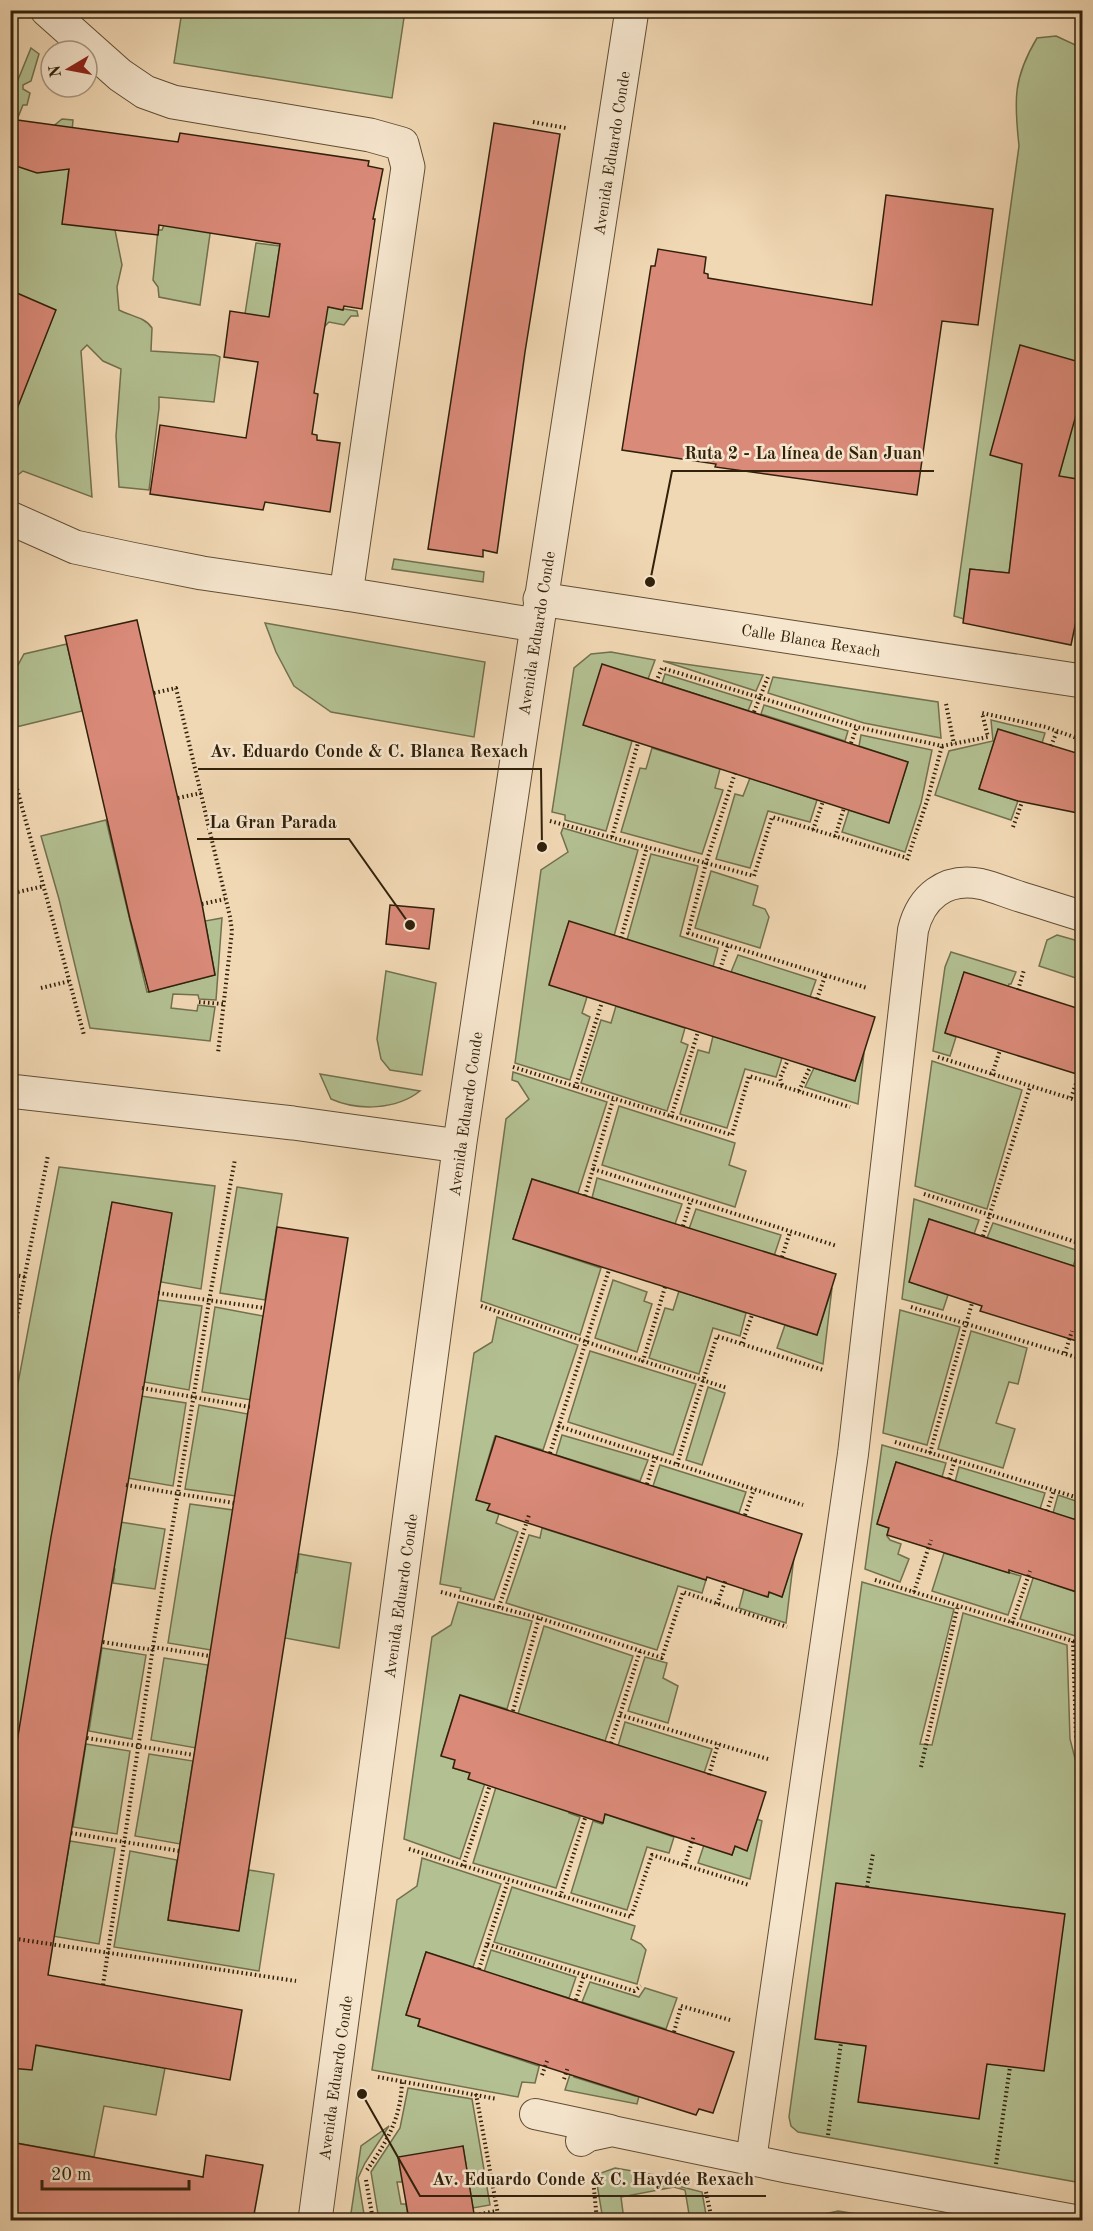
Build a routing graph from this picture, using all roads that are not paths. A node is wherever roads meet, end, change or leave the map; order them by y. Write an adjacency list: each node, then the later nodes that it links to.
1 (47, 10): 4 (street)
2 (633, 10): 5 (street, Avenida Eduardo Conde)
3 (10, 518): 4 (street, Calle Blanca Rexach)
4 (346, 594): 5 (street, Calle Blanca Rexach)
5 (538, 612): 6 (street, Calle Blanca Rexach); 9 (street, Avenida Eduardo Conde)
6 (1083, 681)
7 (1083, 916): 13 (lane)
8 (10, 1090): 9 (street)
9 (459, 1146): 14 (street, Avenida Eduardo Conde)
10 (535, 2114): 11 (lane)
11 (612, 2131): 12 (lane); 13 (lane)
12 (581, 2141)
13 (751, 2160): 15 (lane)
14 (315, 2220)
15 (1075, 2220)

****

→ **Description of the task**: None of the pictures should appear, though every line of the data above must be reproduced exactly.

→ **Written answer**:
Build a routing graph from this picture, using all roads that are not paths. A node is wherever roads meet, end, change or leave the map; order them by y. Write an adjacency list: each node, then the later nodes that it links to.
1 (47, 10): 4 (street)
2 (633, 10): 5 (street, Avenida Eduardo Conde)
3 (10, 518): 4 (street, Calle Blanca Rexach)
4 (346, 594): 5 (street, Calle Blanca Rexach)
5 (538, 612): 6 (street, Calle Blanca Rexach); 9 (street, Avenida Eduardo Conde)
6 (1083, 681)
7 (1083, 916): 13 (lane)
8 (10, 1090): 9 (street)
9 (459, 1146): 14 (street, Avenida Eduardo Conde)
10 (535, 2114): 11 (lane)
11 (612, 2131): 12 (lane); 13 (lane)
12 (581, 2141)
13 (751, 2160): 15 (lane)
14 (315, 2220)
15 (1075, 2220)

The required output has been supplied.